Could you return all of the data exactly as given?
━━━━━━
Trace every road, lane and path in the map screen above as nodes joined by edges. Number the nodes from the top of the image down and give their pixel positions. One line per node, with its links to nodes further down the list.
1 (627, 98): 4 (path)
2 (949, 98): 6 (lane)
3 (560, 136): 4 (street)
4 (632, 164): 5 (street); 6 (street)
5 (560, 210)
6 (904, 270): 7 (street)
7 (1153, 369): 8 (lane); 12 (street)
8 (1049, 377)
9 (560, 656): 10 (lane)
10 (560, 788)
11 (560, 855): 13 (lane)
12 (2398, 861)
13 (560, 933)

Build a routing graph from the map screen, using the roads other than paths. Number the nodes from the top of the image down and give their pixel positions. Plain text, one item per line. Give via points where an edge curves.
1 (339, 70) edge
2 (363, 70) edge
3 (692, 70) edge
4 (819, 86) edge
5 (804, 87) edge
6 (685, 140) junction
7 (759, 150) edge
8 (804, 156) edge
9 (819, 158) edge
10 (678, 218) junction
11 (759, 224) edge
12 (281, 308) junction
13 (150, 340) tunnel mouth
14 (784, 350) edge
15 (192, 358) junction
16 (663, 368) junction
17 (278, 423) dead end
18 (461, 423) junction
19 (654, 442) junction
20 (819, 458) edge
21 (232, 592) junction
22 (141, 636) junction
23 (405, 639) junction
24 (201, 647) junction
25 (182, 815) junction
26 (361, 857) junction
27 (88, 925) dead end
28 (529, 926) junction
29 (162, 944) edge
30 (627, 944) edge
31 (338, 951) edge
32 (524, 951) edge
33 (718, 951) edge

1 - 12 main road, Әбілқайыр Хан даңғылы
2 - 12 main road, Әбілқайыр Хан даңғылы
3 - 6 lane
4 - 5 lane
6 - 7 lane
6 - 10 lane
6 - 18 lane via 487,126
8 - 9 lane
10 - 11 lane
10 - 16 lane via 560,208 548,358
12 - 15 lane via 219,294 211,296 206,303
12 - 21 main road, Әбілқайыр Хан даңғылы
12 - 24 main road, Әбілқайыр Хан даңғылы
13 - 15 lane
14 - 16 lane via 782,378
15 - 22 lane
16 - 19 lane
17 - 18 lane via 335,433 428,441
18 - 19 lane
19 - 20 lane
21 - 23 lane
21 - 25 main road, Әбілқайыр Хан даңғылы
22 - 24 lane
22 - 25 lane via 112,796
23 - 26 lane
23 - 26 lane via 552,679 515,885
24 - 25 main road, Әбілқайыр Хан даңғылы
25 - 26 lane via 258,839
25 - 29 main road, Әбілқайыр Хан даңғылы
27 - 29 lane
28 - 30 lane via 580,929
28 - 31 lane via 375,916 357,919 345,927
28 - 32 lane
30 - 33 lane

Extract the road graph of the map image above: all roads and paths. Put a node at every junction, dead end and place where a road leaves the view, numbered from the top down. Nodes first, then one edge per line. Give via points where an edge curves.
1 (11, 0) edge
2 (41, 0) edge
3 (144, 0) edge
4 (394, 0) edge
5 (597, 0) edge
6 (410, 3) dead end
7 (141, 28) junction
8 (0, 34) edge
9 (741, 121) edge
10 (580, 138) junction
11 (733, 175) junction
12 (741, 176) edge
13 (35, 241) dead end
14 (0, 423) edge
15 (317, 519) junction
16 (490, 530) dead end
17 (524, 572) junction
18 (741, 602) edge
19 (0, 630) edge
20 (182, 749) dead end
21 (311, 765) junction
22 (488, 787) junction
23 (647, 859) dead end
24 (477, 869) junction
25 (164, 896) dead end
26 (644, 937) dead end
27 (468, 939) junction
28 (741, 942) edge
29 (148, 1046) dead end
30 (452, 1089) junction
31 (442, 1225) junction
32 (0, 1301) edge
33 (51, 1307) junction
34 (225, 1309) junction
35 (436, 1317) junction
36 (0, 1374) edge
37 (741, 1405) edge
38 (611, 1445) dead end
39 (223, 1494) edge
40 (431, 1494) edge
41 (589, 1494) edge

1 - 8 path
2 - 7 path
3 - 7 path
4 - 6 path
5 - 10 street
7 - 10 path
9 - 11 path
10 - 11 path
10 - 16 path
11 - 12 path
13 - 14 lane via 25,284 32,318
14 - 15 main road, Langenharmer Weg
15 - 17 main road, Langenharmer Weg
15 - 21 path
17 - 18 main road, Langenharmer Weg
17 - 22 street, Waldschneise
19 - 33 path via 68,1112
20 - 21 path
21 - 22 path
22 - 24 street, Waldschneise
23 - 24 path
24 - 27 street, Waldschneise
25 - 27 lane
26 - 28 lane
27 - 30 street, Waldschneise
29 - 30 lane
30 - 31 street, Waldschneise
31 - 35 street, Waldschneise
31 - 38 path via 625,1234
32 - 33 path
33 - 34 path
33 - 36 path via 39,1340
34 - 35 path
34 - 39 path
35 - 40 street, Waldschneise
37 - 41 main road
━━━━━━
• [Expected output]
Trace every road, lane and path in the map screen above as nodes joined by edges. Number the nodes from the top of the image down and give their pixel positions. One line per node, with its links to nodes further down the list.
1 (627, 98): 4 (path)
2 (949, 98): 6 (lane)
3 (560, 136): 4 (street)
4 (632, 164): 5 (street); 6 (street)
5 (560, 210)
6 (904, 270): 7 (street)
7 (1153, 369): 8 (lane); 12 (street)
8 (1049, 377)
9 (560, 656): 10 (lane)
10 (560, 788)
11 (560, 855): 13 (lane)
12 (2398, 861)
13 (560, 933)

Build a routing graph from the map screen, using the roads other than paths. Number the nodes from the top of the image down and give their pixel positions. Plain text, one item per line. Give via points where an edge curves.
1 (339, 70) edge
2 (363, 70) edge
3 (692, 70) edge
4 (819, 86) edge
5 (804, 87) edge
6 (685, 140) junction
7 (759, 150) edge
8 (804, 156) edge
9 (819, 158) edge
10 (678, 218) junction
11 (759, 224) edge
12 (281, 308) junction
13 (150, 340) tunnel mouth
14 (784, 350) edge
15 (192, 358) junction
16 (663, 368) junction
17 (278, 423) dead end
18 (461, 423) junction
19 (654, 442) junction
20 (819, 458) edge
21 (232, 592) junction
22 (141, 636) junction
23 (405, 639) junction
24 (201, 647) junction
25 (182, 815) junction
26 (361, 857) junction
27 (88, 925) dead end
28 (529, 926) junction
29 (162, 944) edge
30 (627, 944) edge
31 (338, 951) edge
32 (524, 951) edge
33 (718, 951) edge

1 - 12 main road, Әбілқайыр Хан даңғылы
2 - 12 main road, Әбілқайыр Хан даңғылы
3 - 6 lane
4 - 5 lane
6 - 7 lane
6 - 10 lane
6 - 18 lane via 487,126
8 - 9 lane
10 - 11 lane
10 - 16 lane via 560,208 548,358
12 - 15 lane via 219,294 211,296 206,303
12 - 21 main road, Әбілқайыр Хан даңғылы
12 - 24 main road, Әбілқайыр Хан даңғылы
13 - 15 lane
14 - 16 lane via 782,378
15 - 22 lane
16 - 19 lane
17 - 18 lane via 335,433 428,441
18 - 19 lane
19 - 20 lane
21 - 23 lane
21 - 25 main road, Әбілқайыр Хан даңғылы
22 - 24 lane
22 - 25 lane via 112,796
23 - 26 lane
23 - 26 lane via 552,679 515,885
24 - 25 main road, Әбілқайыр Хан даңғылы
25 - 26 lane via 258,839
25 - 29 main road, Әбілқайыр Хан даңғылы
27 - 29 lane
28 - 30 lane via 580,929
28 - 31 lane via 375,916 357,919 345,927
28 - 32 lane
30 - 33 lane

Extract the road graph of the map image above: all roads and paths. Put a node at every junction, dead end and place where a road leaves the view, numbered from the top down. Nodes first, then one edge per line. Give via points where an edge curves.
1 (11, 0) edge
2 (41, 0) edge
3 (144, 0) edge
4 (394, 0) edge
5 (597, 0) edge
6 (410, 3) dead end
7 (141, 28) junction
8 (0, 34) edge
9 (741, 121) edge
10 (580, 138) junction
11 (733, 175) junction
12 (741, 176) edge
13 (35, 241) dead end
14 (0, 423) edge
15 (317, 519) junction
16 (490, 530) dead end
17 (524, 572) junction
18 (741, 602) edge
19 (0, 630) edge
20 (182, 749) dead end
21 (311, 765) junction
22 (488, 787) junction
23 (647, 859) dead end
24 (477, 869) junction
25 (164, 896) dead end
26 (644, 937) dead end
27 (468, 939) junction
28 (741, 942) edge
29 (148, 1046) dead end
30 (452, 1089) junction
31 (442, 1225) junction
32 (0, 1301) edge
33 (51, 1307) junction
34 (225, 1309) junction
35 (436, 1317) junction
36 (0, 1374) edge
37 (741, 1405) edge
38 (611, 1445) dead end
39 (223, 1494) edge
40 (431, 1494) edge
41 (589, 1494) edge

1 - 8 path
2 - 7 path
3 - 7 path
4 - 6 path
5 - 10 street
7 - 10 path
9 - 11 path
10 - 11 path
10 - 16 path
11 - 12 path
13 - 14 lane via 25,284 32,318
14 - 15 main road, Langenharmer Weg
15 - 17 main road, Langenharmer Weg
15 - 21 path
17 - 18 main road, Langenharmer Weg
17 - 22 street, Waldschneise
19 - 33 path via 68,1112
20 - 21 path
21 - 22 path
22 - 24 street, Waldschneise
23 - 24 path
24 - 27 street, Waldschneise
25 - 27 lane
26 - 28 lane
27 - 30 street, Waldschneise
29 - 30 lane
30 - 31 street, Waldschneise
31 - 35 street, Waldschneise
31 - 38 path via 625,1234
32 - 33 path
33 - 34 path
33 - 36 path via 39,1340
34 - 35 path
34 - 39 path
35 - 40 street, Waldschneise
37 - 41 main road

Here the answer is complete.